Cinq jours après l’arrestation de Cheffou, un juge a ordonné sa remise en liberté, établissant qu’il ne présentait aucune ressemblance avec le suspect de l’aéroport et que ses relevés téléphoniques montraient qu’il ne se trouvait pas à Zaventem le jour de l’attentat. En outre, les empreintes digitales de Cheffou ne correspondaient pas à celles relevées sur le chariot que poussait le suspect de l’aéroport.

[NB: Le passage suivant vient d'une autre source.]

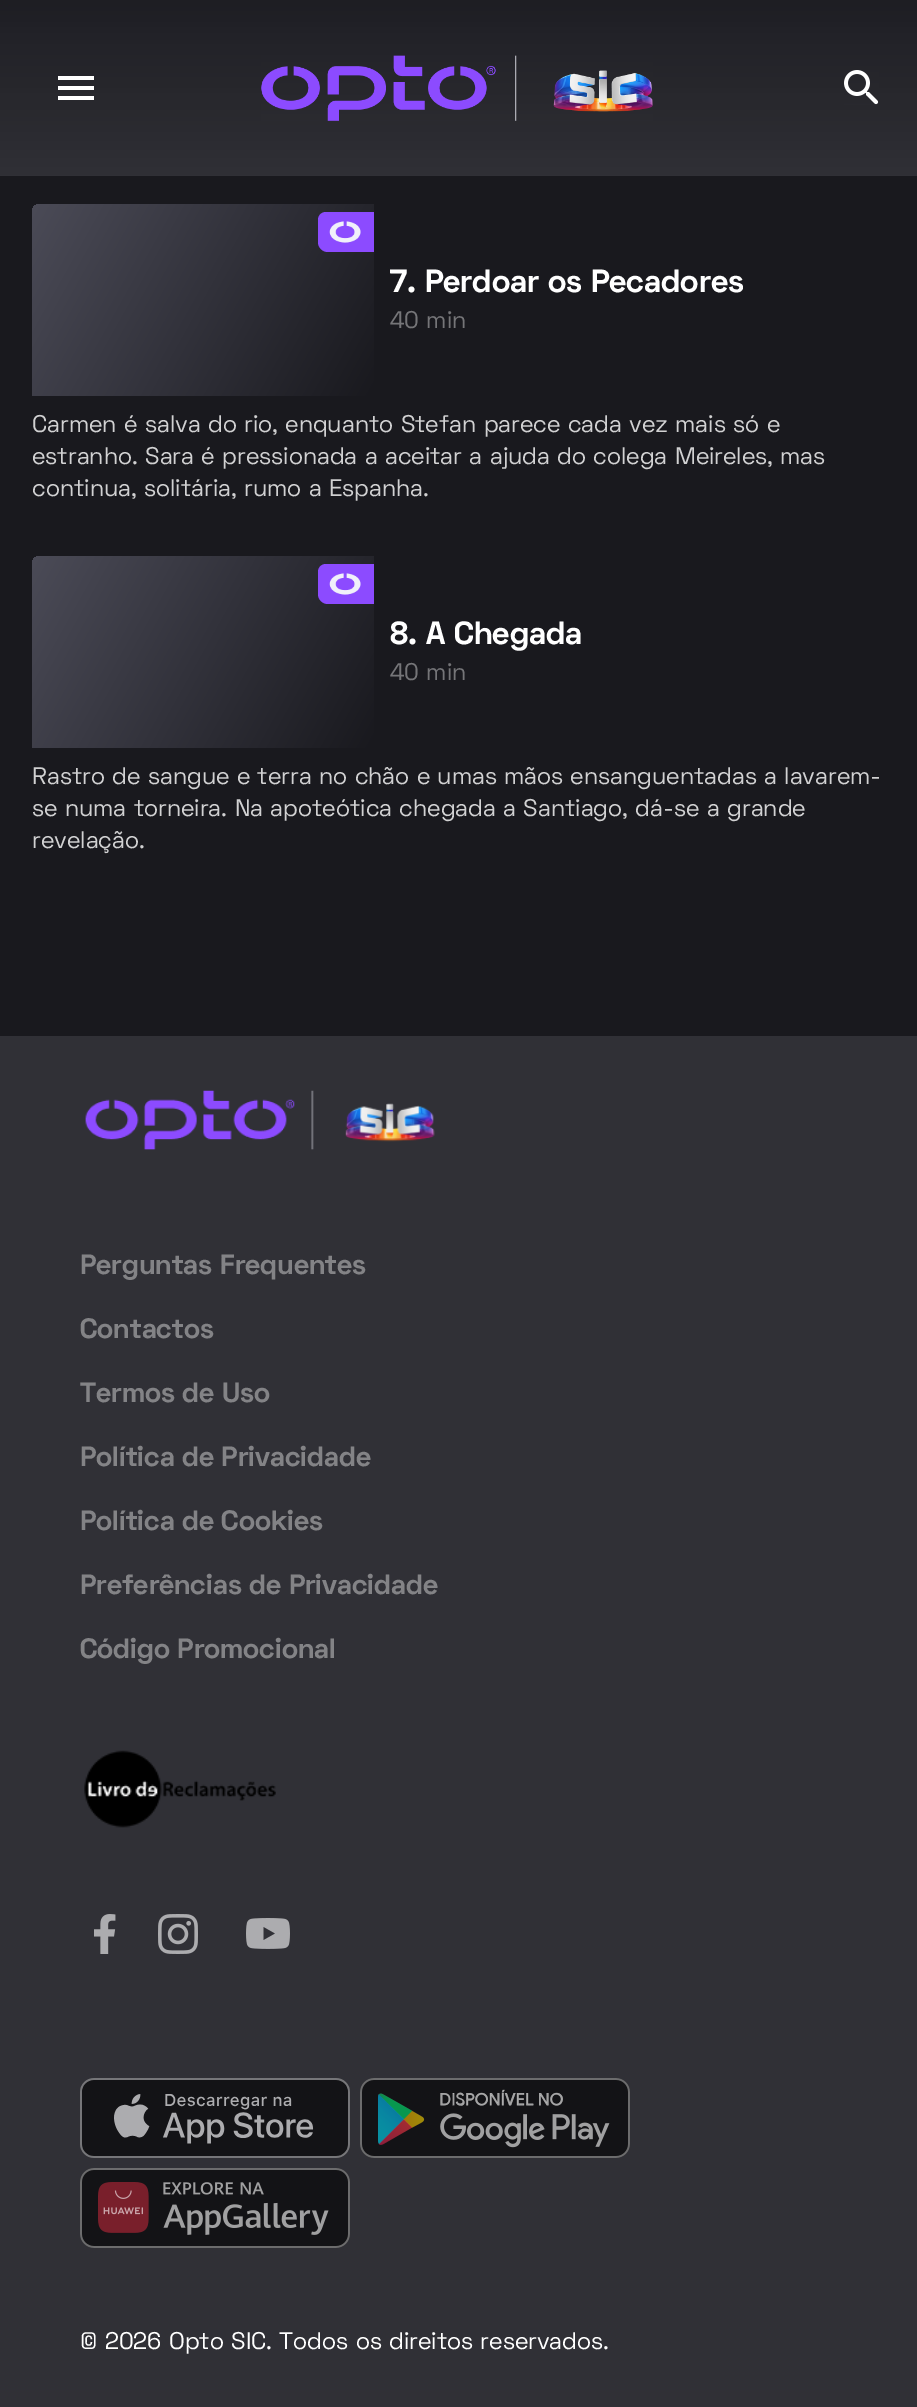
%!PS
<< /PageSize [917 2407] >> setpagedevice
/rgb { 3 { 255 div 3 1 roll } repeat setrgbcolor } def
/font { [ exch dup neg 0 0 3 -1 roll 0 0 ] selectfont } def
/text { moveto show } def
/picture { 5 dict begin { /h /w /y /x /name } { exch def } forall
  gsave x y translate w h scale
  w h 8 [w 0 0 h 0 0] name (r) file false 3 colorimage grestore end } def
0 2407 translate 1 -1 scale
4 setmiterlimit
25 25 30 rgb
0 0 917 2407 rectfill
gsave 0 0 moveto 917 0 rlineto 0 176 rlineto -917 0 rlineto closepath clip newpath
<< /ShadingType 2 /ColorSpace /DeviceRGB /Coords [459 0 459 176] /Extend [true true] /Function << /FunctionType 3 /Domain [0 1] /Functions [<< /FunctionType 2 /Domain [0 1] /C0 [0.118 0.118 0.137] /C1 [0.133 0.133 0.157] /N 1 >> << /FunctionType 2 /Domain [0 1] /C0 [0.133 0.133 0.157] /C1 [0.153 0.153 0.173] /N 1 >> << /FunctionType 2 /Domain [0 1] /C0 [0.153 0.153 0.173] /C1 [0.153 0.153 0.173] /N 1 >> << /FunctionType 2 /Domain [0 1] /C0 [0.153 0.153 0.173] /C1 [0.188 0.188 0.212] /N 1 >>] /Bounds [0.2 0.5 0.51] /Encode [0 1 0 1 0 1 0 1] >> >> shfill grestore
255 255 255 rgb
58 100 moveto 36 0 rlineto 0 -4 rlineto -36 0 rlineto closepath 58 90 moveto 36 0 rlineto 0 -4 rlineto -36 0 rlineto closepath 58 76 moveto 0 4 rlineto 36 0 rlineto 0 -4 rlineto closepath fill
(img_01.rgb) 261 55 392 66 picture
(img_02.rgb) 844 70 35 35 picture
gsave 40 204 moveto 334 0 rlineto 0 192 rlineto -342 0 rlineto 0 -184 rlineto 0 -4.5 3.5 -8 8 -8 rcurveto closepath clip newpath
<< /ShadingType 2 /ColorSpace /DeviceRGB /Coords [32 204 374 396] /Extend [true true] /Function << /FunctionType 2 /Domain [0 1] /C0 [0.294 0.294 0.341] /C1 [0.098 0.098 0.118] /N 1 >> >> shfill grestore
140 75 255 rgb
326 212 moveto 48 0 rlineto 0 40 rlineto -46 0 rlineto -5.5 0 -10 -4.5 -10 -10 rcurveto 0 -22 rlineto 0 -4.5 3.5 -8 8 -8 rcurveto closepath fill
(img_03.rgb) 329 221 32 22 picture
gsave 40 556 moveto 334 0 rlineto 0 192 rlineto -342 0 rlineto 0 -184 rlineto 0 -4.5 3.5 -8 8 -8 rcurveto closepath clip newpath
<< /ShadingType 2 /ColorSpace /DeviceRGB /Coords [32 556 374 748] /Extend [true true] /Function << /FunctionType 2 /Domain [0 1] /C0 [0.294 0.294 0.341] /C1 [0.098 0.098 0.118] /N 1 >> >> shfill grestore
326 564 moveto 48 0 rlineto 0 40 rlineto -46 0 rlineto -5.5 0 -10 -4.5 -10 -10 rcurveto 0 -22 rlineto 0 -4.5 3.5 -8 8 -8 rcurveto closepath fill
(img_03.rgb) 329 573 32 22 picture
48 48 54 rgb
0 1036 917 1371 rectfill
(img_04.rgb) 85 1090 350 60 picture
(img_05.rgb) 84 1750 192 78 picture
(img_06.rgb) 94 1914 22 40 picture
(img_07.rgb) 158 1914 40 40 picture
(img_08.rgb) 246 1918 44 31 picture
(img_09.rgb) 80 2078 270 80 picture
(img_10.rgb) 360 2078 270 80 picture
(img_11.rgb) 80 2168 270 80 picture
gsave
390 260 480 48 rectclip
/SpaceGrotesk-Bold 32 font
255 255 255 rgb
(7. Perdoar os Pecadores) 390 292 text
grestore
/SpaceGrotesk-Regular 24 font
117 117 120 rgb
(40 min) 390 328 text
209 209 210 rgb
(Carmen é salva do rio, enquanto Stefan parece cada vez mais só e) 32 432 text
(estranho. Sara é pressionada a aceitar a ajuda do colega Meireles, mas) 32 464 text
(continua, solitária, rumo a Espanha.) 32 496 text
/SpaceGrotesk-Bold 32 font
255 255 255 rgb
(8. A Chegada) 390 644 text
/SpaceGrotesk-Regular 24 font
117 117 120 rgb
(40 min) 390 680 text
209 209 210 rgb
(Rastro de sangue e terra no chão e umas mãos ensanguentadas a lavarem-) 32 784 text
(se numa torneira. Na apoteótica chegada a Santiago, dá-se a grande) 32 816 text
(revelação.) 32 848 text
/SpaceGrotesk-Bold 28 font
131 131 134 rgb
(Perguntas Frequentes) 80 1274 text
(Contactos) 80 1338 text
(Termos de Uso) 80 1402 text
(Política de Privacidade) 80 1466 text
(Política de Cookies) 80 1530 text
(Preferências de Privacidade) 80 1594 text
(Código Promocional) 80 1658 text
/SpaceGrotesk-Regular 24 font
255 255 255 rgb
(© 2026 Opto SIC. Todos os direitos reservados.) 80 2349 text
showpage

Onze jours après la libération de Cheffou, le parquet fédéral a annoncé qu’il avait arrêté le vrai « homme au chapeau », Mohamed Abrini, aujourd’hui principal suspect survivant des attentats.

Cheffou était dans le viseur de la police avant les attentats de 2016. Il avait accusé les autorités belges de maltraiter les demandeurs d’asile musulmans et avaient encouragé les musulmans à « mettre fin aux abus ». L’un de ses proches était un fugitif recherché par la justice. Il a également reconnu qu’il avait refusé d'obéir aux ordres et avait insulté les policiers avant qu’ils le passent à tabac. Rien ne justifie toutefois les tortures physiques et psychologiques que les policiers lui auraient infligées, lesquelles sont strictement interdites par le droit international en toutes circonstances. Et cela ne justifie pas non plus qu’il ait fallu attendre quatre ans pour laver Cheffou des accusations de terrorisme.

Le gouvernement est tenu de réclamer des comptes aux responsables des attentats de Bruxelles. Mais il est également tenu de veiller à ce que sa réponse respecte le droit à la présomption d’innocence, le droit d’être jugé rapidement et le droit de ne pas être victime de discrimination, de torture ou d’autres exactions. Mes recherches sur la réaction de la Belgique face aux attentats ont révélé de multiples violations de ces obligations, dont 26 cas de violences policières présumées. Les personnes se plaignant d’avoir subi un préjudice m’ont confié qu’elles avaient des difficultés à obtenir réparation. Toutes, sauf une, étaient musulmanes.

Les autorités belges devraient faire en sorte que Cheffou puisse accéder dans les meilleurs délais à tous les recours prévus par la loi belge pour les préjudices et souffrances qu’il a subis. Elles devraient par ailleurs s’assurer que les policiers ou les agents pénitentiaires répondent comme il se doit de tout mauvais traitement qu’ils auraient infligé. Et elles devraient agir de la même façon pour tous les autres suspects ayant fait état de ce type d’exactions. Ne pas le faire affaiblit l’État de droit et divise les communautés que la Belgique devrait essayer d’unir contre des groupes tels que l’EI.